We treat this process similar to the way astrophysicists study black holes. We don’t try to find the algorithm itself. Instead we monitor the effects it has on other objects. For example, we can track a wide variety of pages using a wide variety of SEO tactics and monitor their ranking over long periods of time. When we notice rankings shift suddenly, we often assume an update to the algorithm. We cross-reference that information with the tactics used on each site to make educated guesses at what sorts of specific updates were made. As such, if a site that is primarily ranked on ‘link building’ has a decreased ranking, we can assume that the algorithm updates were focused on downgrading that sort of tactic.
Why is the quality of the ranking algorithm so important to Google? Their purpose is to provide relevant, high quality content to their users. Doing this manually would obviously be a monumental task so they must use an algorithm to sort and separate the relevant from the irrelevant and rank that in order of popularity using the factors available to them.
Generally, updates are suspected and reported on within the various SEO communities as soon as the tracking tools begin to light up. We refer to them as ‘unconfirmed update’ for a period of a few weeks until Google announces the update with an official name. Google has had many themes for these updates in the past, such as “content quality” for the 2011 Panda update.
This past week, the tools lit up like a Christmas tree suggesting a fairly significant update. One particular metric, SEMrush Sensor, which tracks Search Engine Ranking Profile (SERP) Volatility, is showing nearly double the average volatility. Mozcast, which graphs volatility in the form of weather temperatures as one might see in a forecast, shows 110+ degrees multiple days last week which is obviously very, very hot.

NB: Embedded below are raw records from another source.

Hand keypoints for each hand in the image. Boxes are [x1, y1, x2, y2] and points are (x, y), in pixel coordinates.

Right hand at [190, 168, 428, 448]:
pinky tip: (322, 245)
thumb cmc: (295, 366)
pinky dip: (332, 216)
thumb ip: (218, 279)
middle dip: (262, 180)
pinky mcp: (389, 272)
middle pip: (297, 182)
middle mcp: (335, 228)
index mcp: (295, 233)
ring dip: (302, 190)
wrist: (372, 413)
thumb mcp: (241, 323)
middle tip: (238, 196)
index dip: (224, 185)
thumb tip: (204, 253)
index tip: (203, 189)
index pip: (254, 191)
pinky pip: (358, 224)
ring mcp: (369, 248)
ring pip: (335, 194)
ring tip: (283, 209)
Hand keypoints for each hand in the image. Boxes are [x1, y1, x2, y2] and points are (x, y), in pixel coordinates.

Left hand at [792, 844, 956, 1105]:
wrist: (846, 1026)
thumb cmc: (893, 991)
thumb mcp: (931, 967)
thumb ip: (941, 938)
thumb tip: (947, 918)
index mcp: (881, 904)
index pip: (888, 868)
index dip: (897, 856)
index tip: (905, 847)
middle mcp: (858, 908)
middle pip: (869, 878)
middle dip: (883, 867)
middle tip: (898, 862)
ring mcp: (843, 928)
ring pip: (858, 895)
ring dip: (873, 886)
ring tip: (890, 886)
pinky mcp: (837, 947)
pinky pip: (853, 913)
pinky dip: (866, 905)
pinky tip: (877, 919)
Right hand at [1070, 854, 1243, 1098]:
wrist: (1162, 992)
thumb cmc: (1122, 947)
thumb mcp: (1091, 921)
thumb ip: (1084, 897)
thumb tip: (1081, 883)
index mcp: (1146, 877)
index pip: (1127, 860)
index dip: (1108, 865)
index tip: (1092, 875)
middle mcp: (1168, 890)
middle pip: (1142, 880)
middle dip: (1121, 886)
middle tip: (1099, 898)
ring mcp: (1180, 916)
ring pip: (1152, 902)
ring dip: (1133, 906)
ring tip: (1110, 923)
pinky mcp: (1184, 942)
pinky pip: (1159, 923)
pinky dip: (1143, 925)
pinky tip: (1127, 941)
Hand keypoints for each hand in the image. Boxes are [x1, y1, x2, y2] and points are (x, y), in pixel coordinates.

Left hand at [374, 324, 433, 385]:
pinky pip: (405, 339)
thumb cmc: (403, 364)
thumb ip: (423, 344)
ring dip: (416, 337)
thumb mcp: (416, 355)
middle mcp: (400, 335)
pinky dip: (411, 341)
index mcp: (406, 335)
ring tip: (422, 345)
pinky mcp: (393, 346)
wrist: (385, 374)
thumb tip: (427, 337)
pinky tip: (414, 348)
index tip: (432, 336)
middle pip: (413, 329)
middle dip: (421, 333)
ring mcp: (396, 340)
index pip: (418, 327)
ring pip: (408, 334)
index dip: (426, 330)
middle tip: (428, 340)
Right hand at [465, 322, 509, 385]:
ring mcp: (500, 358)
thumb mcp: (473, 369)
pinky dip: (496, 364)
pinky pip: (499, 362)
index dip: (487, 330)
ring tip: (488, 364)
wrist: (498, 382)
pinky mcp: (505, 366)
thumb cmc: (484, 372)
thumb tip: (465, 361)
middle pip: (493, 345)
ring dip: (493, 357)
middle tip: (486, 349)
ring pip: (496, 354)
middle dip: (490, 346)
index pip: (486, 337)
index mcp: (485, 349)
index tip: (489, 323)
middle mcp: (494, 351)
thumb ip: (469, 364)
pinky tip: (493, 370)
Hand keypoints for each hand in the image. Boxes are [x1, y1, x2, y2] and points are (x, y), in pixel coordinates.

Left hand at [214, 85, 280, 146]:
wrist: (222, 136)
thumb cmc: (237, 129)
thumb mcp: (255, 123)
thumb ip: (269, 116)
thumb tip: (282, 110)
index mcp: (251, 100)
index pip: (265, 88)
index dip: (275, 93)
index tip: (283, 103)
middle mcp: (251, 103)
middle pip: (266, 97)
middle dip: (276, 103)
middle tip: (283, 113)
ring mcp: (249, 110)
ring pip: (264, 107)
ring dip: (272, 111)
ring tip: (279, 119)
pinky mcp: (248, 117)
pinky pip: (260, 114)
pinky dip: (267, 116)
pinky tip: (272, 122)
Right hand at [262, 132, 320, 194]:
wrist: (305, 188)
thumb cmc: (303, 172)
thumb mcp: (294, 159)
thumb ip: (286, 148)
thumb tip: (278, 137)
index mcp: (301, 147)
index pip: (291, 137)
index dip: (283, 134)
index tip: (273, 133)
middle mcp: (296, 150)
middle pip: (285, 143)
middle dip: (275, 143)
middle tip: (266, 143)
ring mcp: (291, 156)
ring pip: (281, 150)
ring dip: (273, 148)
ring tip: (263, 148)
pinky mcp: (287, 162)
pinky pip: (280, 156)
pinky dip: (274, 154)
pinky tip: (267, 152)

While this is obviously still an unconfirmed update, it appears to be focused on link spamming and mobile interstitials (pop-ups on mobile devices). Google has stated repeatedly that mobile-first indexing is on the way and will be a major game changer.
Google is always looking to provide rankings based on rich, relevant content. This is why sites using black hat SEO tactics such as blog comment spamming (i.e. “picture frames picture frames picture frames, etc”) and cloaking (showing google something different than normal users) continue to be hunted down and de-indexed. The better Google gets at finding the best sites to rank first, the more important it will be to have the SEO staples of old such as responsiveness, modern development tools like HTML5, and high quality links to your site.